Von der Kunstgewerbe- zur Berufsschule

Buchbesprechung

«Schuhfabrik» und «Modewitz» sind nur zwei der Übernamen, mit denen der damals als revolutionär empfundene Neubau für die Gewerbeschu­le und das Kunstgewerbemuseum bedacht wurde. Heute gilt das grosszügige Gebäude als eine der wenigen Ikonen des Neuen Bauens in Zürich.

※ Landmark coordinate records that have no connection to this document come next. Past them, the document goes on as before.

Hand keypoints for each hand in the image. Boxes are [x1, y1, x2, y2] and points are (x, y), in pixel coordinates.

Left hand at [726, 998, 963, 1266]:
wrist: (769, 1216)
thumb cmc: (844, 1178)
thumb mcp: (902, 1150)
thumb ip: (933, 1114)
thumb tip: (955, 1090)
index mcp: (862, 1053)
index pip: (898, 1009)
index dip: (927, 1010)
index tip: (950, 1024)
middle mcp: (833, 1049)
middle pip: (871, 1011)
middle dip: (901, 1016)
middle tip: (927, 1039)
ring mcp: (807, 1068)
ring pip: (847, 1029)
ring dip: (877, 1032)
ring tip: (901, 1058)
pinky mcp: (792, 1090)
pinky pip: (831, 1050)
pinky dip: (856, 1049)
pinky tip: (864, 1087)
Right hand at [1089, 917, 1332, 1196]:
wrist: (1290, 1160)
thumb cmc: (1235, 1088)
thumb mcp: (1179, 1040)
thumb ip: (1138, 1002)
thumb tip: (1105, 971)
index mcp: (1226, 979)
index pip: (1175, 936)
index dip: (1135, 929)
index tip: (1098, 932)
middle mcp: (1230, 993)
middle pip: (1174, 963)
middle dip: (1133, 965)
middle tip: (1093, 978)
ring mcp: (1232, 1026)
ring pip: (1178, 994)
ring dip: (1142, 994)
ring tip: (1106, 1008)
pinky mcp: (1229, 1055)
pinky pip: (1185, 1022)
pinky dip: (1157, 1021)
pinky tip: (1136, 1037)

Der Schultrakt ist mit seinem Flachdach und den Rasterfassaden der Inbegriff eines modernen «Labo­ratoriums für die Industrie», in dem grosse Lehrer der angewandten Kunst wie Alfred Altherr, Johannes Itten, Hans Finsler, Willy Guhl oder Josef Müller-Brockmann Genera­tionen von Gestaltern und Foto­grafen prägten.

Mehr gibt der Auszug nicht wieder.